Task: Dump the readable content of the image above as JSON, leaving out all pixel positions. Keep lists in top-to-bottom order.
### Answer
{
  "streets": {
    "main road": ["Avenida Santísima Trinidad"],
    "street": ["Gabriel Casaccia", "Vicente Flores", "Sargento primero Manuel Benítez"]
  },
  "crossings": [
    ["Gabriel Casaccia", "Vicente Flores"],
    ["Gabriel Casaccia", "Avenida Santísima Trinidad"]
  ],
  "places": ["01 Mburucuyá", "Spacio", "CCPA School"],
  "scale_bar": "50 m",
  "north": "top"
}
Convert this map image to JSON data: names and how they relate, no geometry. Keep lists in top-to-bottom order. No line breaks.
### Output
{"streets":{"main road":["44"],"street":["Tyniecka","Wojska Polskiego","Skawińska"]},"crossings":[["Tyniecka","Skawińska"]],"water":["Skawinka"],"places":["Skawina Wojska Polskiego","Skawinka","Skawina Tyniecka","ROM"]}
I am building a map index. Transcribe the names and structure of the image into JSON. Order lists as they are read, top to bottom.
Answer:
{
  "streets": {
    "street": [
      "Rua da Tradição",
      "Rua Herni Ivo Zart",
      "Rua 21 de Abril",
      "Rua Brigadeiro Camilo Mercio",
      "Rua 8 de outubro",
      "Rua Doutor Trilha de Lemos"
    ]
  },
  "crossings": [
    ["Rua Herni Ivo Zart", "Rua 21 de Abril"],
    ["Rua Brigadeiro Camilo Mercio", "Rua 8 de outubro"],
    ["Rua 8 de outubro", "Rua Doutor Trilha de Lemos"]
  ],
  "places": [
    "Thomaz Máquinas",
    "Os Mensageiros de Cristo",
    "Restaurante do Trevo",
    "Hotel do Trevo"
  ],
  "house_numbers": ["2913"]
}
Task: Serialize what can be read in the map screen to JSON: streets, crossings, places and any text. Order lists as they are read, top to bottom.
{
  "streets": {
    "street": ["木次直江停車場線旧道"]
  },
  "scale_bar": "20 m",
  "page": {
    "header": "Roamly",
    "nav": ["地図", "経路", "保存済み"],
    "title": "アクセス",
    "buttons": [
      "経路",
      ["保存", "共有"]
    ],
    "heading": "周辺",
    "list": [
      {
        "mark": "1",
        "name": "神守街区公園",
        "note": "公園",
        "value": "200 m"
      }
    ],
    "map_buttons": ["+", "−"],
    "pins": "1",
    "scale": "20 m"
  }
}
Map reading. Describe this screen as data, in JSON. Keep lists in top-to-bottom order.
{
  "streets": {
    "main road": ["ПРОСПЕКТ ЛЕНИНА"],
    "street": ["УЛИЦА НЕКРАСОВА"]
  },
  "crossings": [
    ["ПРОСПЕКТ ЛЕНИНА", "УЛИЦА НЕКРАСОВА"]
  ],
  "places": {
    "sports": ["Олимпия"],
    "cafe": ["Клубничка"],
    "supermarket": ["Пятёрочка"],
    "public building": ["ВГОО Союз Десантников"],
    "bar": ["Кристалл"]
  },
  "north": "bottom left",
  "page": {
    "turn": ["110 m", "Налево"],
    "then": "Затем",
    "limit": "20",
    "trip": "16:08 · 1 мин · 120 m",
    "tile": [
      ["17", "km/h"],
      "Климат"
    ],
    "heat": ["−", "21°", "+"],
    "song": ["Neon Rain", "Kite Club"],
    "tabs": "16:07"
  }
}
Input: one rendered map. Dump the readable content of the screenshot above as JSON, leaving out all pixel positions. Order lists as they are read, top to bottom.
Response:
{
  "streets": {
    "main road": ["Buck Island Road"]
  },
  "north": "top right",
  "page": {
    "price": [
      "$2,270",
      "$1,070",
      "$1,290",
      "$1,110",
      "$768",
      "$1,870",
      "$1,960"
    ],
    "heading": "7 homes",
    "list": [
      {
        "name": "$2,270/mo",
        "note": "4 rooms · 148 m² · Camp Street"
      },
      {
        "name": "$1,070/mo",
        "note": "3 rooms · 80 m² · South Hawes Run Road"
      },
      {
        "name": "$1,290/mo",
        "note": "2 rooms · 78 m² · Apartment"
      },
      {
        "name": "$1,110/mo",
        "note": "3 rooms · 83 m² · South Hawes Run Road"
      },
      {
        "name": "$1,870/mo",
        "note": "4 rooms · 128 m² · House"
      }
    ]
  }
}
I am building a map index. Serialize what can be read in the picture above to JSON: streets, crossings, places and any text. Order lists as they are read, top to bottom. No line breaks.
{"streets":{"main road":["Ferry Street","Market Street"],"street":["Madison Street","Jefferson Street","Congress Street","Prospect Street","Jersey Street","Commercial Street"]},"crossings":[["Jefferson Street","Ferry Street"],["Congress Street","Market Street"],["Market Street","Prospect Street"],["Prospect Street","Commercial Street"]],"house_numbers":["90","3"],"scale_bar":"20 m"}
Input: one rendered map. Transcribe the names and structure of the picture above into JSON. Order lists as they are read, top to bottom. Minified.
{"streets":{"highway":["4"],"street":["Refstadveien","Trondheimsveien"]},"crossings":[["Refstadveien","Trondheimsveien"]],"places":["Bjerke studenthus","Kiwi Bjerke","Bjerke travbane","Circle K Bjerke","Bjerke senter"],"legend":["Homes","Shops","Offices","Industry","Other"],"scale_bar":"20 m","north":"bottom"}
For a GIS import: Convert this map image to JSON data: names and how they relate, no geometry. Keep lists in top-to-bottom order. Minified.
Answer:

:: TASK ::
Write out exactly the lines above from the line with "Task: Serialize what" through the line with "Input: one rendered map. Dump", both of them included, and leave out all other lines.

:: TASK RESULT ::
Task: Serialize what can be read in the map screen to JSON: streets, crossings, places and any text. Order lists as they are read, top to bottom.
{
  "streets": {
    "street": ["木次直江停車場線旧道"]
  },
  "scale_bar": "20 m",
  "page": {
    "header": "Roamly",
    "nav": ["地図", "経路", "保存済み"],
    "title": "アクセス",
    "buttons": [
      "経路",
      ["保存", "共有"]
    ],
    "heading": "周辺",
    "list": [
      {
        "mark": "1",
        "name": "神守街区公園",
        "note": "公園",
        "value": "200 m"
      }
    ],
    "map_buttons": ["+", "−"],
    "pins": "1",
    "scale": "20 m"
  }
}
Map reading. Describe this screen as data, in JSON. Keep lists in top-to-bottom order.
{
  "streets": {
    "main road": ["ПРОСПЕКТ ЛЕНИНА"],
    "street": ["УЛИЦА НЕКРАСОВА"]
  },
  "crossings": [
    ["ПРОСПЕКТ ЛЕНИНА", "УЛИЦА НЕКРАСОВА"]
  ],
  "places": {
    "sports": ["Олимпия"],
    "cafe": ["Клубничка"],
    "supermarket": ["Пятёрочка"],
    "public building": ["ВГОО Союз Десантников"],
    "bar": ["Кристалл"]
  },
  "north": "bottom left",
  "page": {
    "turn": ["110 m", "Налево"],
    "then": "Затем",
    "limit": "20",
    "trip": "16:08 · 1 мин · 120 m",
    "tile": [
      ["17", "km/h"],
      "Климат"
    ],
    "heat": ["−", "21°", "+"],
    "song": ["Neon Rain", "Kite Club"],
    "tabs": "16:07"
  }
}
Input: one rendered map. Dump the readable content of the screenshot above as JSON, leaving out all pixel positions. Order lists as they are read, top to bottom.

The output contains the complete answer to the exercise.